# aggreagate in construction



## MurciaPal

Hi again

I am a little confused with the word aggregate when talking about architecture, in the dictionary we find "conjunto" but that seems impossible to fit here:
"... formed by pouring, between boards of liquid concrete in waterlight layers, alternating with sections of aggreagate"
Would you translate it as piedrecillas?

Thanks in advance!


----------



## Mabeba

Hola,

The exact translation would be "áridos", which in fact is the technical term for "piedrecillas"

Hope it's what you need


----------



## iinnffooss

Confirmo "áridos". Very good Mabeba!


----------



## MurciaPal

Thank you very much. 
I know I am dangerously moving a bit off topic but I must say I am missing a construction/buiding/architecture on line dictionary in the web.
I have only found some glossaries "out there"


----------



## MurciaPal

Por cierto, curiosamente no aparece árido en el DRAE en línea


----------



## Mabeba

Bueno, on-line no hay buenos diccionarios de téminos técnicos de arquitectura y construcción, pero en papel hay uno bueno de GG (Ed.

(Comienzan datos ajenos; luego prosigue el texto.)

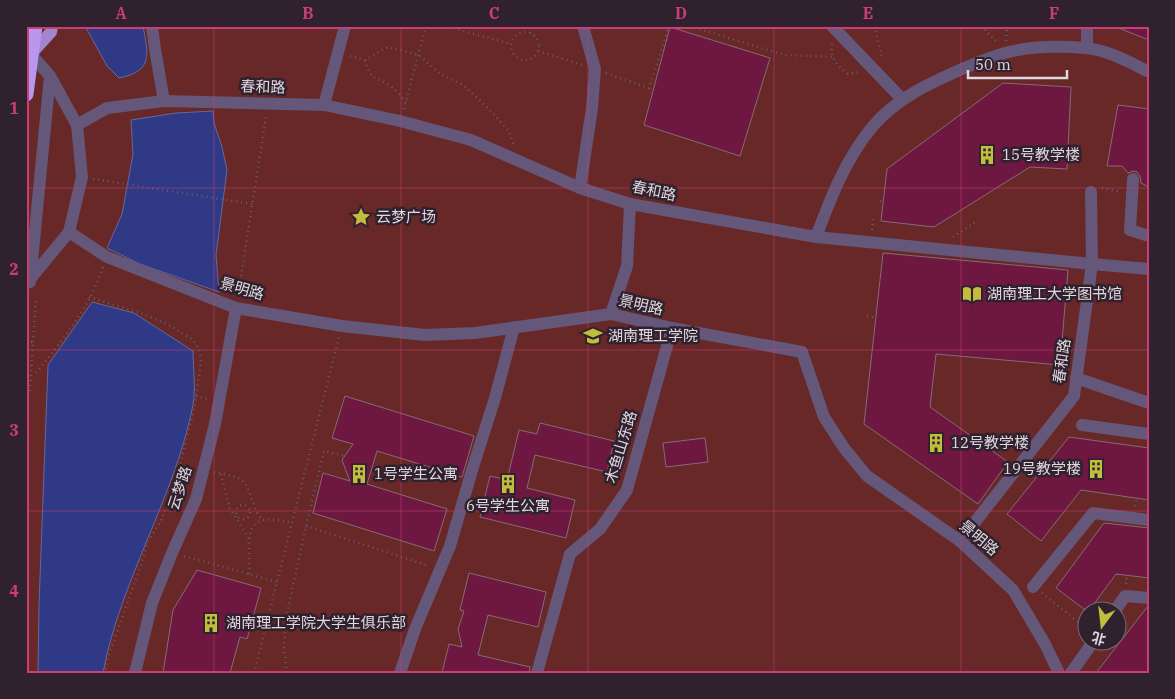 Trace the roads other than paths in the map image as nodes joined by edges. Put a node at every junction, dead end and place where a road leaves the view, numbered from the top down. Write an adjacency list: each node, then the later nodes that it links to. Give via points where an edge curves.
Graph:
1 (35, 26): 9 (highway)
2 (52, 26): 9 (main road, via 51,32)
3 (152, 26): 14 (lane)
4 (345, 26): 15 (lane)
5 (583, 26): 18 (lane, via 595,69)
6 (1087, 26): 8 (lane)
7 (834, 29): 13 (lane)
8 (1086, 48): 10 (lane, via 1123,58); 13 (lane, via 1006,52 936,80)
9 (31, 54): 11 (lane); 12 (highway)
10 (1149, 72)
11 (50, 76): 16 (lane); 26 (lane)
12 (26, 94)
13 (902, 99): 23 (lane, via 874,124 855,150 831,197)
14 (164, 101): 15 (lane, 春和路); 16 (lane, 春和路, via 107,108)
15 (324, 105): 18 (lane, 春和路, via 471,140)
16 (77, 125): 21 (lane, via 82,177)
17 (1133, 179): 22 (lane, via 1130,230)
18 (580, 188): 20 (lane, 春和路)
19 (1095, 189): 24 (lane, 春和路)
20 (630, 204): 23 (lane, 春和路); 28 (lane, via 627,266)
21 (69, 232): 26 (lane); 27 (lane, 景明路, via 107,257)
22 (1149, 236)
23 (816, 237): 24 (lane, 春和路)
24 (1092, 264): 25 (lane); 31 (lane, 春和路)
25 (1149, 269)
26 (28, 283)
27 (236, 308): 29 (lane, 景明路, via 342,326 425,335); 41 (lane, 云梦路, via 215,424 196,499 152,603)
28 (611, 314): 29 (lane, 景明路); 30 (lane, 景明路)
29 (514, 327): 42 (lane, via 450,546)
30 (672, 328): 36 (lane, 景明路, via 802,352 824,417 867,476); 43 (lane, 木鱼山东路, via 627,490 600,528 570,554)
31 (1076, 378): 32 (lane); 36 (lane, 春和路, via 1074,396)
32 (1149, 403)
33 (1082, 425): 34 (lane)
34 (1149, 434)
35 (1149, 520): 37 (lane, via 1093,513)
36 (960, 542): 44 (lane, 景明路, via 1013,590)
37 (1034, 587)
38 (1149, 598): 39 (lane, via 1125,596)
39 (1121, 602)
40 (1086, 652): 45 (lane)
41 (136, 673)
42 (400, 673)
43 (537, 673)
44 (1059, 673)
45 (1072, 673)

Gustavo Gili)

Por si os vale


----------



## clipper

Por "aggregate" se puede decir zahorra también.


----------



## jalibusa

"Aridos" es (o era) usado como nombre general para cereales. "Grava", "gravilla", "pedregullo", suenan tal vez más apropiados.


----------



## Mabeba

Bueno MurciaPal,

Para que país estás traduciendo al castellano?, Si es para España, la palabra es áridos(que es el término que se usa aquí para lo que se agrega al cemento para hacer hormigón ), y si es para otro país tal vez debas buscar otra acepción que se ajuste más a los términos habituales de cada lugar.


----------



## MurciaPal

Para España, y lo he dejado en áridos.

Gracias a todos, en estos foros siempre se aprende un montón.


----------